RFC: restoring replicaset from single instance backup #12039

nshy · 2025-11-18T13:45:41Z

nshy
Nov 18, 2025
Collaborator

Reviewers:

Changelog

v2: Changed solution to update instance_uuid in data files header. Added sections Validity and Known issues. Described backup/restore process in details.
v1: Solution with taking instance_uuid from config

Task

Restore a replicaset from data (snapshot [+ xlogs]) of a single instance.

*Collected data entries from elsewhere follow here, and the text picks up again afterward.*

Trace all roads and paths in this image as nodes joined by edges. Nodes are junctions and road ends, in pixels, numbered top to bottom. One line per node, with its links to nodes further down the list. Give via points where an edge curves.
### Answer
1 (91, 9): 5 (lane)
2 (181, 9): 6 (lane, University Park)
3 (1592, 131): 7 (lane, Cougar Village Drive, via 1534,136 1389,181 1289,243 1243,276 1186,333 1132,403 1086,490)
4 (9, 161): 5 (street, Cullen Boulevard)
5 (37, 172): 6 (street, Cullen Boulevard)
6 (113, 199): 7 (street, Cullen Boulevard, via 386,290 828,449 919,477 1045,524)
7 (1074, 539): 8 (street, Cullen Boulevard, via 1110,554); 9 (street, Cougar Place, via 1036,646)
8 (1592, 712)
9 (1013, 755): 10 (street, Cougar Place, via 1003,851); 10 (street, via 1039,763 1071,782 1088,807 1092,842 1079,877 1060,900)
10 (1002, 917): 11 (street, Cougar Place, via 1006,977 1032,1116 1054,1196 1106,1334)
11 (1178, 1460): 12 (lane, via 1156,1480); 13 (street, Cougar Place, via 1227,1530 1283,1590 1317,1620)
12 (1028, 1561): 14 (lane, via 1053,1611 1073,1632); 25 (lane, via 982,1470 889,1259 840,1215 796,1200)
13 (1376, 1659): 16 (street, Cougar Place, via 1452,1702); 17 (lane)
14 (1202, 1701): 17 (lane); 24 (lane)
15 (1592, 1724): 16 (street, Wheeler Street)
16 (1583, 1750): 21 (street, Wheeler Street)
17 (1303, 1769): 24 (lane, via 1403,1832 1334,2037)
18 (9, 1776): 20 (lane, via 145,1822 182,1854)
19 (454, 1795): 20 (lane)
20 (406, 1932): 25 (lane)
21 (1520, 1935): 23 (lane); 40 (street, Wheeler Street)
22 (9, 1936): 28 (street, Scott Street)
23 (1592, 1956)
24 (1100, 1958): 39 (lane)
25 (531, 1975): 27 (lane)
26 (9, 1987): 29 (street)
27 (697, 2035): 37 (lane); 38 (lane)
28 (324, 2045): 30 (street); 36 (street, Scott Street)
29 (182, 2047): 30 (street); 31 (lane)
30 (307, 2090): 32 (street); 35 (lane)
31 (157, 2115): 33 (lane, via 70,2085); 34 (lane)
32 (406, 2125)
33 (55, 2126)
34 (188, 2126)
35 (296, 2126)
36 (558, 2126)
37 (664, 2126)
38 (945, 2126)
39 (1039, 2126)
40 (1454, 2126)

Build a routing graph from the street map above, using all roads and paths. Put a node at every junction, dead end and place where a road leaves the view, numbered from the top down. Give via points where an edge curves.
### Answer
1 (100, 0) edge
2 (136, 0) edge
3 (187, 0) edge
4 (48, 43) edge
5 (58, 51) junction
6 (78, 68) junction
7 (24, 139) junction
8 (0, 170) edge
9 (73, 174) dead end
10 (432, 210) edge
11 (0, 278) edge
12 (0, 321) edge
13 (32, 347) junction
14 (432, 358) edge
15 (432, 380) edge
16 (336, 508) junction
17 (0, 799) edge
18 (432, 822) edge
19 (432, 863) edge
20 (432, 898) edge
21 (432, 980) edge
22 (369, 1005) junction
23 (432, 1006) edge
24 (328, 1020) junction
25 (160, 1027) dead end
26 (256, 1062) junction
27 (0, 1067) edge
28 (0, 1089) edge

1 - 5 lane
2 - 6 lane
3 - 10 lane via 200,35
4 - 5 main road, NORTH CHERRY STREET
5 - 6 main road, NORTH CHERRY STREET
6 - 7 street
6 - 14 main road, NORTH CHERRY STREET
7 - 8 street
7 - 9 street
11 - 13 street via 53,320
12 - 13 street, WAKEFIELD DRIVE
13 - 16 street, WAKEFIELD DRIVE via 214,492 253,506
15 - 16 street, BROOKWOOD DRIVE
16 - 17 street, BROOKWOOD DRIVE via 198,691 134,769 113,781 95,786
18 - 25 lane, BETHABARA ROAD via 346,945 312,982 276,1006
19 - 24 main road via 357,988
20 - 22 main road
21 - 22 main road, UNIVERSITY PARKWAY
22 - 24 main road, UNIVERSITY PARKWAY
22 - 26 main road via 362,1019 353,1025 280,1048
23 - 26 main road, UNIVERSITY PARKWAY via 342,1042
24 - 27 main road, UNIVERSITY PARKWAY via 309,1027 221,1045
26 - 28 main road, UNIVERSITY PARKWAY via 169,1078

Currently it is not possible. Each replica will read instance uuid from data and replicaset will not be restored. If instance_uuid is set in box.cfg{} then error is raised if it is different from instance uuid in data headers.

Solution

The idea is straightforward - let's just fix instance uuid in data files header to the instance uuid of the replica begin restored. So backup/restore of replicaset involves next steps.

Limitations

The approach works well in case of synchronous replication. If we backup only single replica in case of asynchronous replication or master-master replication we may miss some data in backup due to broken connectivity or replication conflict. See more #12040 for more details and recipe to backup every replica in replicaset.

Backup

Back up current synchronous replicaset master (see Tarantool backup/restore #12040 for single instance backup).
Store each replica instance uuid in backup metadata (instance uuid is available through box.info.uuid for example).

Backup is done.

Restore

Copy backup data files in each replica working directory.
Fix instance uuid in each data file header to the uuid saved in backup metadata. Data file header is plain text. One need to replace value for header key Instance.

Restoring replicaset from backup is done.

Data file header example:

XLOG
0.13
Version: 3.6.0
Instance: 72b92a69-27e1-403c-8250-b4f4a3db08d3
VClock: {1: 4}
PrevVClock: {}

Validity

We write synchro and raft request to the data files, so the question arises whether it may break the restoring somehow given all the replicas will have same requests in data file.

IPROTO_RAFT_CONFIRM, IPROTO_RAFT_ROLLBACK, IPROTO_RAFT_DEMOTE and IPROTO_RAFT_PROMOTE request are replicated anyway so having them on all replicas is valid.

IPROTO_RAFT is not replicated. We store current term and current vote. It is not anything wrong to have same term and same vote on all replicas.

IPROTO_RAFT_PROMOTE and IPROTO_RAFT are also stored in snapshot file. Again there is nothing wrong for all replicas to have same term, same vote and agree on limbo state.

Known issues

This way we backup local spaces of only one replica and do not backup local spaces of the other replicas at all. Besides we restore local spaces of the that single replica on all the other replicas.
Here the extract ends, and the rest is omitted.